Check every line of the data below for "Utama". Copy each one that has it.
--- START ---
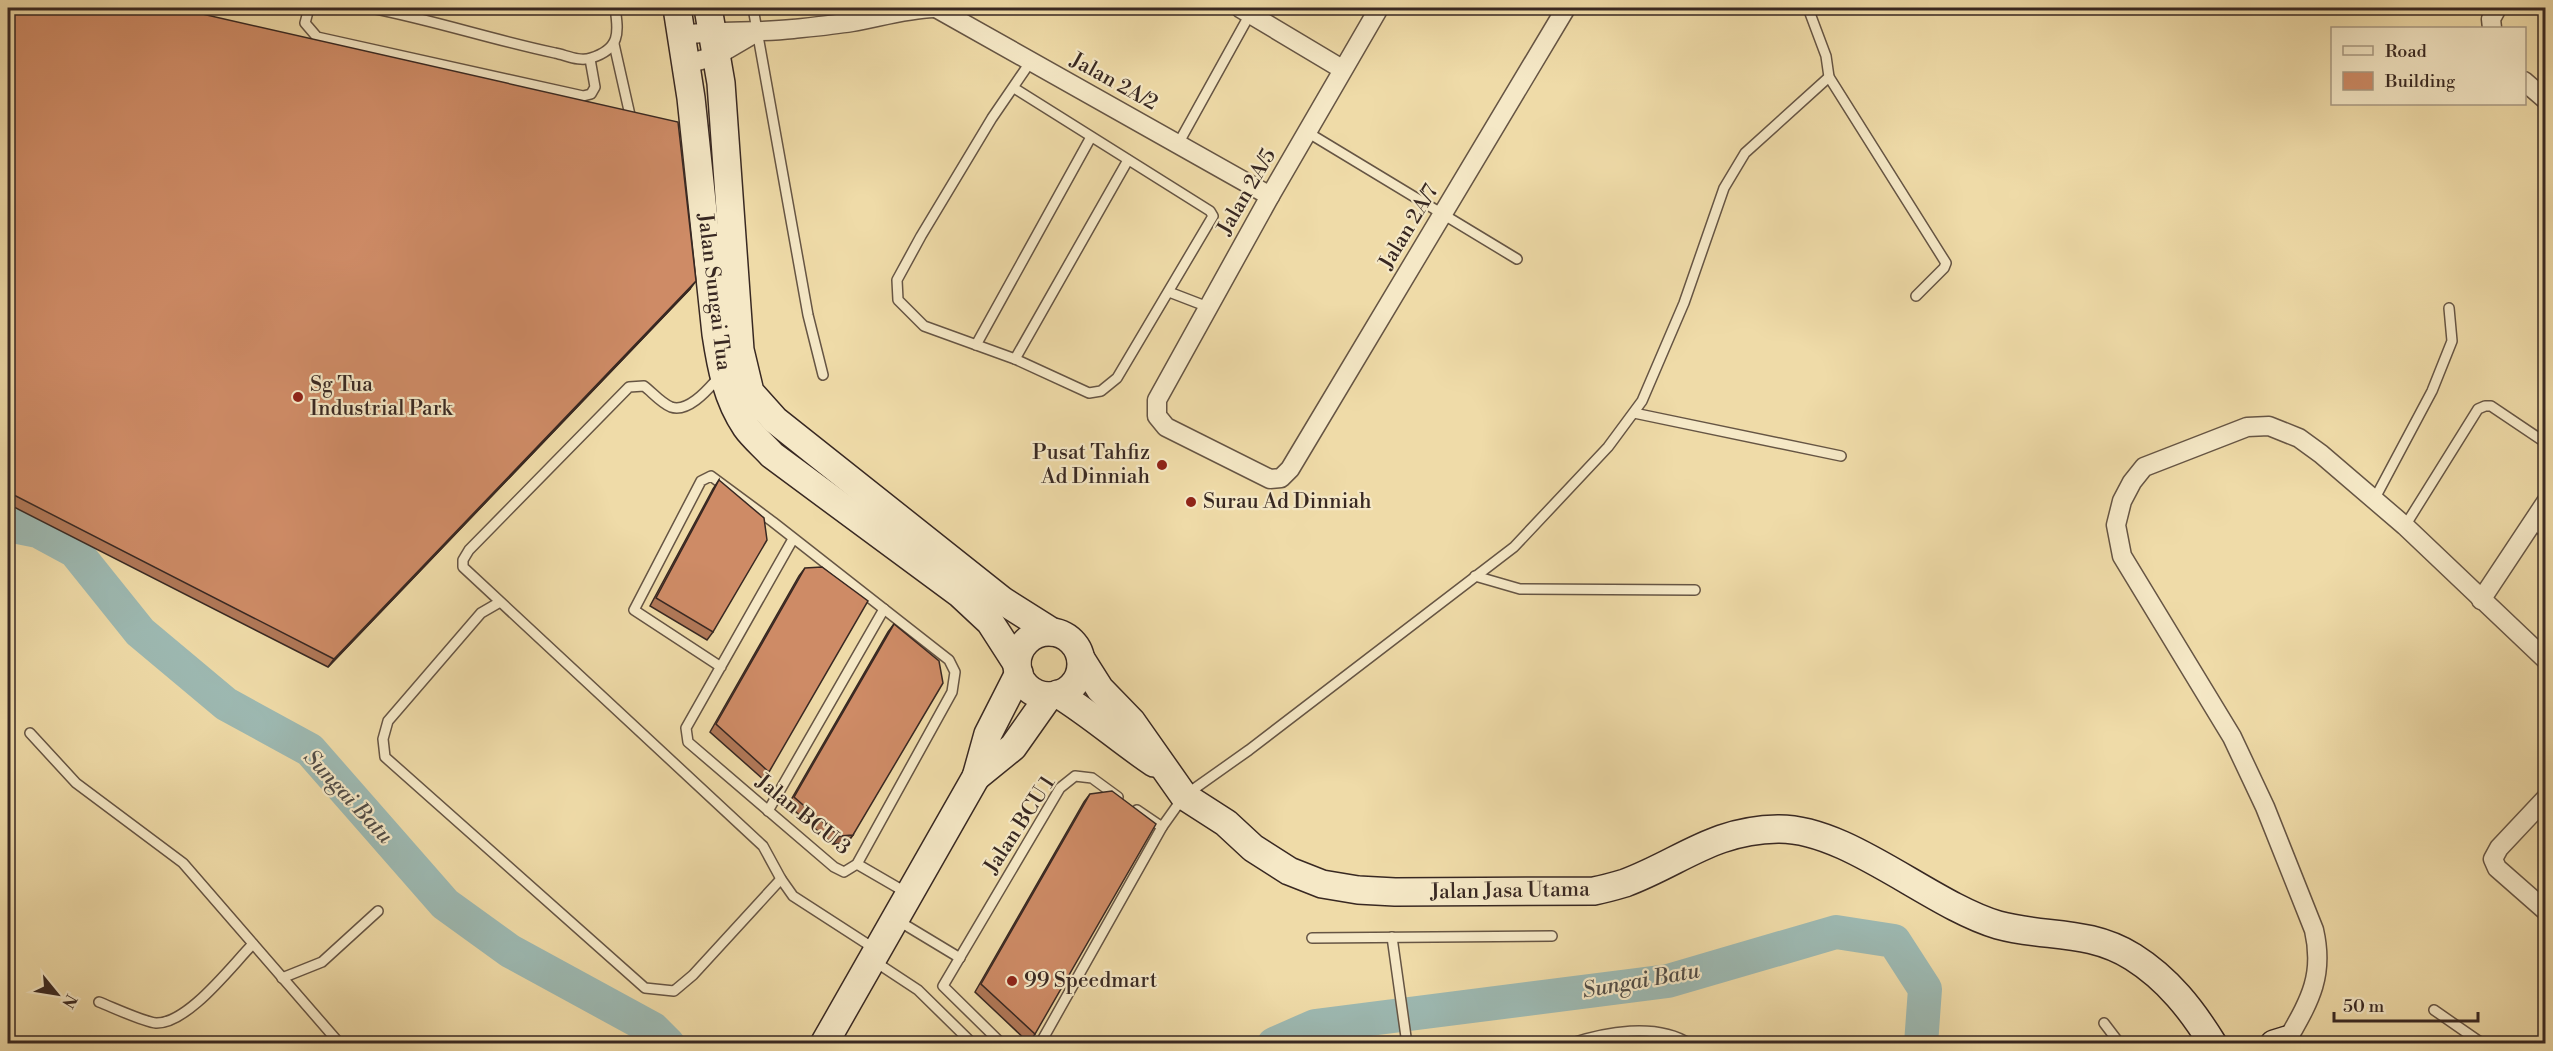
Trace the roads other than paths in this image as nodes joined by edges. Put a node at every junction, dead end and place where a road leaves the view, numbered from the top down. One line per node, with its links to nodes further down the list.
1 (309, 8): 15 (lane)
2 (371, 8): 15 (lane)
3 (615, 8): 14 (lane)
4 (678, 8): 13 (main road, Jalan Sungai Tua)
5 (753, 8): 12 (lane)
6 (935, 8): 12 (street, Jalan 2A/2); 16 (street, Jalan 2A/2)
7 (1378, 8): 18 (street, Jalan 2A/5)
8 (1566, 8): 29 (street, Jalan 2A/7)
9 (1808, 8): 19 (lane)
10 (1245, 11): 18 (street); 26 (lane)
11 (712, 32): 12 (street, Jalan 2A/2); 12 (street, Jalan 2A/2); 13 (street, Jalan 2A/2); 17 (street, Jalan 2A/2); 53 (main road, Jalan Sungai Tua)
12 (757, 32): 38 (lane)
13 (682, 35): 17 (main road, Jalan Sungai Tua)
14 (614, 44): 15 (lane); 24 (lane)
15 (590, 59)
16 (1031, 61): 21 (lane); 26 (street, Jalan 2A/2)
17 (686, 64): 37 (main road, Jalan Sungai Tua)
18 (1342, 69): 23 (street, Jalan 2A/5)
19 (1829, 77): 32 (lane); 40 (lane)
20 (2526, 83): 22 (street)
21 (1014, 88): 25 (lane); 35 (lane)
22 (2546, 100)
23 (1307, 132): 28 (street, Jalan 2A/5); 29 (lane)
24 (634, 134)
25 (1091, 137): 27 (lane); 35 (lane)
26 (1178, 144): 28 (street, Jalan 2A/2)
27 (1128, 160): 31 (lane); 36 (lane)
28 (1270, 196): 33 (street, Jalan 2A/5)
29 (1443, 214): 30 (lane); 39 (street, Jalan 2A/7)
30 (1516, 259)
31 (1169, 292): 33 (lane); 36 (lane)
32 (1916, 296)
33 (1208, 307): 39 (street, Jalan 2A/5)
34 (2449, 308): 43 (lane)
35 (976, 345): 36 (lane)
36 (1015, 359)
37 (722, 373): 51 (lane); 57 (main road, Jalan Sungai Tua)
38 (824, 375)
39 (1157, 400)
40 (1634, 413): 42 (lane); 48 (lane)
41 (2546, 443): 45 (lane)
42 (1841, 456)
43 (2374, 500): 45 (street); 83 (street)
44 (2546, 502): 46 (street)
45 (2405, 526): 50 (street)
46 (2539, 528): 50 (street)
47 (793, 539): 52 (lane, Jalan BCU 3); 56 (lane, Jalan BCU 3); 56 (lane)
48 (1475, 576): 49 (lane); 62 (lane)
49 (1695, 590)
50 (2481, 600): 55 (street)
51 (500, 603): 67 (lane); 67 (lane)
52 (884, 609): 64 (lane); 66 (lane, Jalan BCU 3)
53 (1052, 632): 54 (main road); 57 (main road)
54 (1081, 659): 58 (main road); 60 (main road, Jalan Jasa Utama)
55 (2546, 660)
56 (721, 667): 64 (lane, Jalan BCU 3)
57 (1018, 668): 58 (main road); 61 (main road)
58 (1054, 695): 60 (main road, Jalan Jasa Utama); 61 (main road)
59 (30, 733): 75 (lane)
60 (1165, 770): 62 (main road, Jalan Jasa Utama)
61 (976, 777): 68 (main road)
62 (1184, 796): 65 (lane); 82 (main road, Jalan Jasa Utama)
63 (2546, 798): 70 (street)
64 (768, 811): 66 (lane, Jalan BCU 3)
65 (1162, 827): 77 (lane, Jalan BCU 1); 88 (lane)
66 (857, 864): 68 (lane)
67 (781, 879): 76 (lane)
68 (909, 894): 71 (main road)
69 (378, 911): 78 (lane)
70 (2546, 911)
71 (895, 919): 76 (main road); 77 (lane)
72 (1552, 936): 73 (lane)
73 (1392, 937): 74 (lane); 89 (lane)
74 (1312, 938)
75 (253, 944): 78 (lane); 79 (lane)
76 (874, 955): 85 (main road); 86 (lane)
77 (960, 958): 87 (lane, Jalan BCU 1)
78 (282, 978): 84 (lane)
79 (99, 1002)
80 (2434, 1010): 94 (lane)
81 (2104, 1023): 92 (lane)
82 (2208, 1036): 93 (main road)
83 (2282, 1042)
84 (340, 1044)
85 (824, 1044)
86 (973, 1044)
87 (1002, 1044)
88 (1040, 1044)
89 (1407, 1044)
90 (1569, 1044): 91 (lane)
91 (1690, 1044)
92 (2120, 1044)
93 (2229, 1044)
94 (2483, 1044)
--- END ---
*RESPONSE TO THIS EXERCISE*:
54 (1081, 659): 58 (main road); 60 (main road, Jalan Jasa Utama)
58 (1054, 695): 60 (main road, Jalan Jasa Utama); 61 (main road)
60 (1165, 770): 62 (main road, Jalan Jasa Utama)
62 (1184, 796): 65 (lane); 82 (main road, Jalan Jasa Utama)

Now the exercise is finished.